#### [TASK OBJECTIVE]
Since only the written part is wanted, repeat the records exactly and omit the pictures.

#### [DATA LISTING]
BEGIN
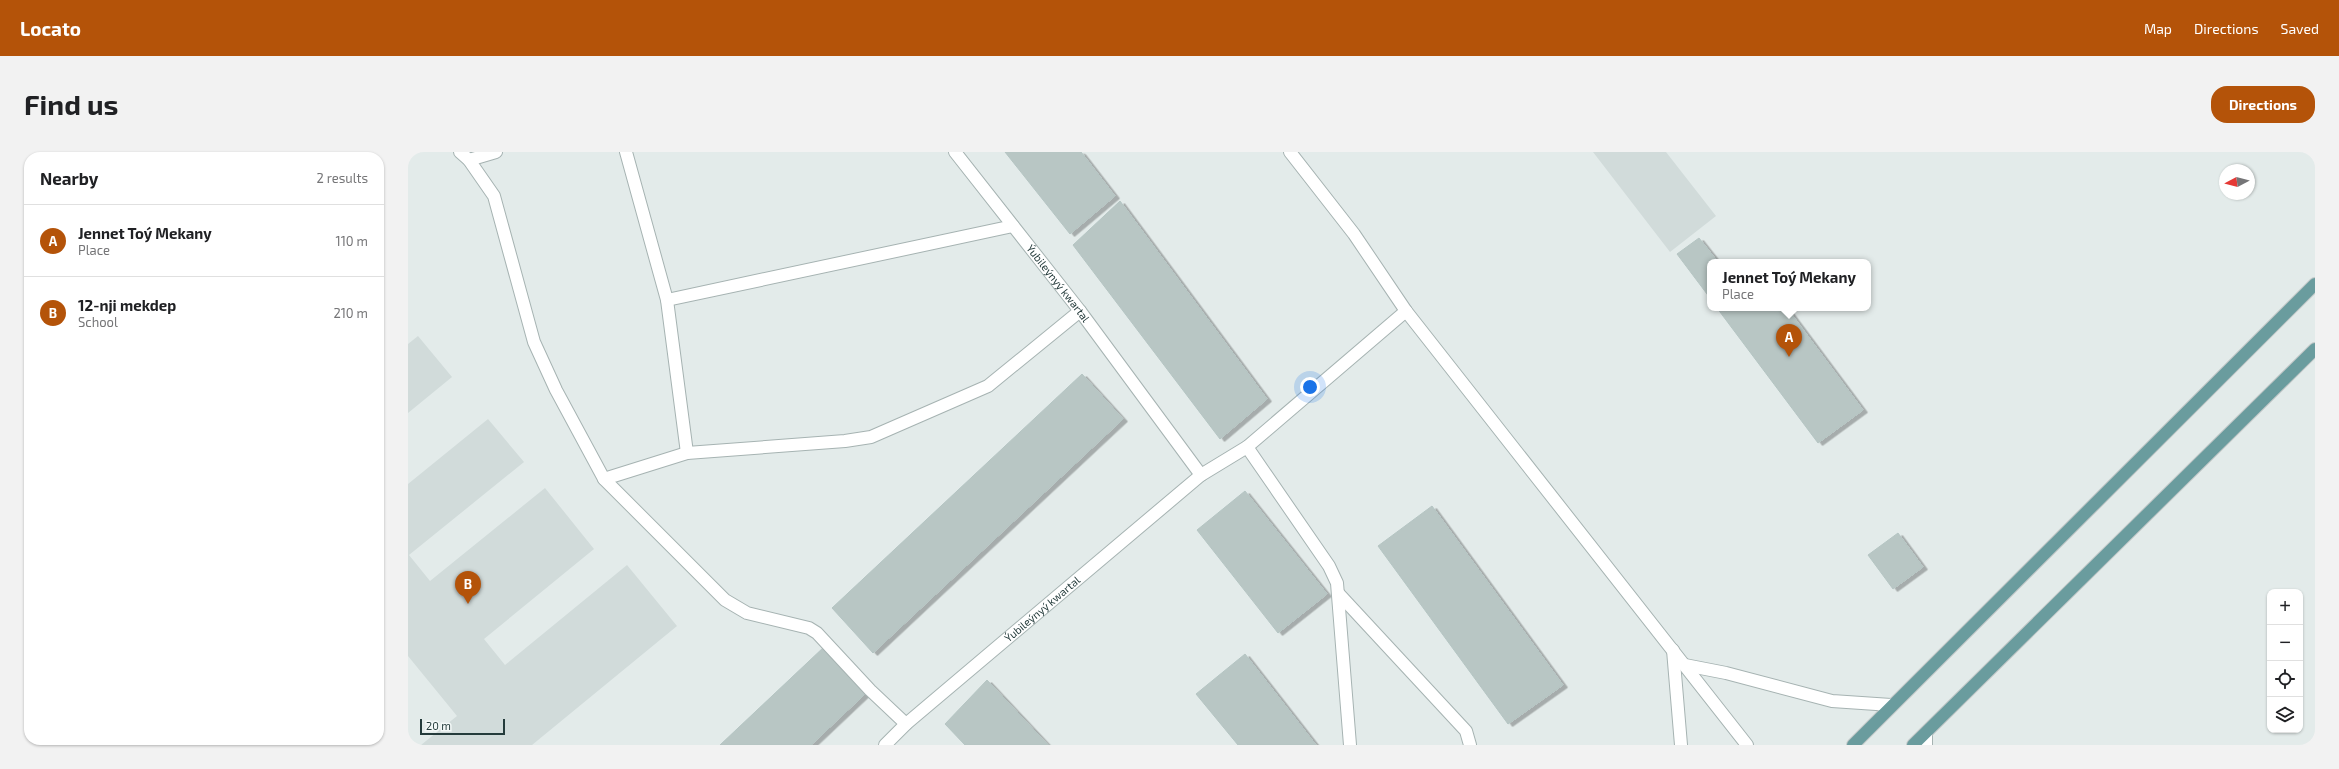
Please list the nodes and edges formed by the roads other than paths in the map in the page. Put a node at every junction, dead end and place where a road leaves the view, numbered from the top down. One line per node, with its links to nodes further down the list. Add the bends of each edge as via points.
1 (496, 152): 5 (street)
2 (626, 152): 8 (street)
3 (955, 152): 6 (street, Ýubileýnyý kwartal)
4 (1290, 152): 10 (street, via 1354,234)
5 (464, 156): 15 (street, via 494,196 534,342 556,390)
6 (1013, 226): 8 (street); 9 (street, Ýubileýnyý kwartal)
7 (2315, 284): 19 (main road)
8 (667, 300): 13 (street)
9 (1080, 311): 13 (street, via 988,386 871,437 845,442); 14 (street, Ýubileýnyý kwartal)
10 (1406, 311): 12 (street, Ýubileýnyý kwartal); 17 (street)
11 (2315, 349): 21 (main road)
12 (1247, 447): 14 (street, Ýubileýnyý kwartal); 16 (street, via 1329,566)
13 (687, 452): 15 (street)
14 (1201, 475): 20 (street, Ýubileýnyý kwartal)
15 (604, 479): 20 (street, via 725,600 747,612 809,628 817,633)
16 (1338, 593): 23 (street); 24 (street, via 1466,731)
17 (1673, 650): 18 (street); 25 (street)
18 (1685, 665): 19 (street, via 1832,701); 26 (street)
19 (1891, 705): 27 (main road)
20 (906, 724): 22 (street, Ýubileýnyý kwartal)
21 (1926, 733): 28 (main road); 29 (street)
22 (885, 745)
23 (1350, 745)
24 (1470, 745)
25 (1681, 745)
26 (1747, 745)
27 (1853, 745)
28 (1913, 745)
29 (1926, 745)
END
#### [SOLUTION]
Please list the nodes and edges formed by the roads other than paths in the map in the page. Put a node at every junction, dead end and place where a road leaves the view, numbered from the top down. One line per node, with its links to nodes further down the list. Add the bends of each edge as via points.
1 (496, 152): 5 (street)
2 (626, 152): 8 (street)
3 (955, 152): 6 (street, Ýubileýnyý kwartal)
4 (1290, 152): 10 (street, via 1354,234)
5 (464, 156): 15 (street, via 494,196 534,342 556,390)
6 (1013, 226): 8 (street); 9 (street, Ýubileýnyý kwartal)
7 (2315, 284): 19 (main road)
8 (667, 300): 13 (street)
9 (1080, 311): 13 (street, via 988,386 871,437 845,442); 14 (street, Ýubileýnyý kwartal)
10 (1406, 311): 12 (street, Ýubileýnyý kwartal); 17 (street)
11 (2315, 349): 21 (main road)
12 (1247, 447): 14 (street, Ýubileýnyý kwartal); 16 (street, via 1329,566)
13 (687, 452): 15 (street)
14 (1201, 475): 20 (street, Ýubileýnyý kwartal)
15 (604, 479): 20 (street, via 725,600 747,612 809,628 817,633)
16 (1338, 593): 23 (street); 24 (street, via 1466,731)
17 (1673, 650): 18 (street); 25 (street)
18 (1685, 665): 19 (street, via 1832,701); 26 (street)
19 (1891, 705): 27 (main road)
20 (906, 724): 22 (street, Ýubileýnyý kwartal)
21 (1926, 733): 28 (main road); 29 (street)
22 (885, 745)
23 (1350, 745)
24 (1470, 745)
25 (1681, 745)
26 (1747, 745)
27 (1853, 745)
28 (1913, 745)
29 (1926, 745)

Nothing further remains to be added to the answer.